Dataset extract:
* * * *

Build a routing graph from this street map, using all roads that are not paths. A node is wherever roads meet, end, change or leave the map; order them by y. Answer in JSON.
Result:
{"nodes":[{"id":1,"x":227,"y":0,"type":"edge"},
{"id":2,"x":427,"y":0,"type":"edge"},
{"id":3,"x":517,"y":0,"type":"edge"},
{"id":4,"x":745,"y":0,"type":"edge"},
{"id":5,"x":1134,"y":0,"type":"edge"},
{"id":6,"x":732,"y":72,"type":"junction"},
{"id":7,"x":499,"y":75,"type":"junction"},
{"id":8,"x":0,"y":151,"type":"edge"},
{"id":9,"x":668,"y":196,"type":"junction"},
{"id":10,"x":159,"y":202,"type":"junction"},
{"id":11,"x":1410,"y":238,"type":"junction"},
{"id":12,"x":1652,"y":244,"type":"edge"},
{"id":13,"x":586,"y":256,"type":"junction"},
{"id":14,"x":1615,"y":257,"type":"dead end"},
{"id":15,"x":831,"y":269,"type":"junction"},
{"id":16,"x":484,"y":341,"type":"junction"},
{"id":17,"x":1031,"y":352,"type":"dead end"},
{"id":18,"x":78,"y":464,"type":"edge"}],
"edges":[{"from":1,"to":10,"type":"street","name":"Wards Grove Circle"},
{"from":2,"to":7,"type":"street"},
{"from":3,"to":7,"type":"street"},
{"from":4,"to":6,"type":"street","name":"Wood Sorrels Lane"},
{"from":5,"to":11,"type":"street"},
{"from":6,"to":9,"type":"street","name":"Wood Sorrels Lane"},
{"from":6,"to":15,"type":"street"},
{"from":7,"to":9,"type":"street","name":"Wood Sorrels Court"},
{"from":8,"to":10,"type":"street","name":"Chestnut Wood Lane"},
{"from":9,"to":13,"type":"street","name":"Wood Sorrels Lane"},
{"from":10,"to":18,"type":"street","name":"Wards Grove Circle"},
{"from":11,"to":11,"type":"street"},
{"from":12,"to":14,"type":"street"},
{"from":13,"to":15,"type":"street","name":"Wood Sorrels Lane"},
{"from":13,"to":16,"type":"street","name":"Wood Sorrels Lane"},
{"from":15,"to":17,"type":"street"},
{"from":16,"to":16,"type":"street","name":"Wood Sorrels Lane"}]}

* * * *

Work instruction:
Each line of the material above must be reproduced exactly.

Task result:
Build a routing graph from this street map, using all roads that are not paths. A node is wherever roads meet, end, change or leave the map; order them by y. Answer in JSON.
Result:
{"nodes":[{"id":1,"x":227,"y":0,"type":"edge"},
{"id":2,"x":427,"y":0,"type":"edge"},
{"id":3,"x":517,"y":0,"type":"edge"},
{"id":4,"x":745,"y":0,"type":"edge"},
{"id":5,"x":1134,"y":0,"type":"edge"},
{"id":6,"x":732,"y":72,"type":"junction"},
{"id":7,"x":499,"y":75,"type":"junction"},
{"id":8,"x":0,"y":151,"type":"edge"},
{"id":9,"x":668,"y":196,"type":"junction"},
{"id":10,"x":159,"y":202,"type":"junction"},
{"id":11,"x":1410,"y":238,"type":"junction"},
{"id":12,"x":1652,"y":244,"type":"edge"},
{"id":13,"x":586,"y":256,"type":"junction"},
{"id":14,"x":1615,"y":257,"type":"dead end"},
{"id":15,"x":831,"y":269,"type":"junction"},
{"id":16,"x":484,"y":341,"type":"junction"},
{"id":17,"x":1031,"y":352,"type":"dead end"},
{"id":18,"x":78,"y":464,"type":"edge"}],
"edges":[{"from":1,"to":10,"type":"street","name":"Wards Grove Circle"},
{"from":2,"to":7,"type":"street"},
{"from":3,"to":7,"type":"street"},
{"from":4,"to":6,"type":"street","name":"Wood Sorrels Lane"},
{"from":5,"to":11,"type":"street"},
{"from":6,"to":9,"type":"street","name":"Wood Sorrels Lane"},
{"from":6,"to":15,"type":"street"},
{"from":7,"to":9,"type":"street","name":"Wood Sorrels Court"},
{"from":8,"to":10,"type":"street","name":"Chestnut Wood Lane"},
{"from":9,"to":13,"type":"street","name":"Wood Sorrels Lane"},
{"from":10,"to":18,"type":"street","name":"Wards Grove Circle"},
{"from":11,"to":11,"type":"street"},
{"from":12,"to":14,"type":"street"},
{"from":13,"to":15,"type":"street","name":"Wood Sorrels Lane"},
{"from":13,"to":16,"type":"street","name":"Wood Sorrels Lane"},
{"from":15,"to":17,"type":"street"},
{"from":16,"to":16,"type":"street","name":"Wood Sorrels Lane"}]}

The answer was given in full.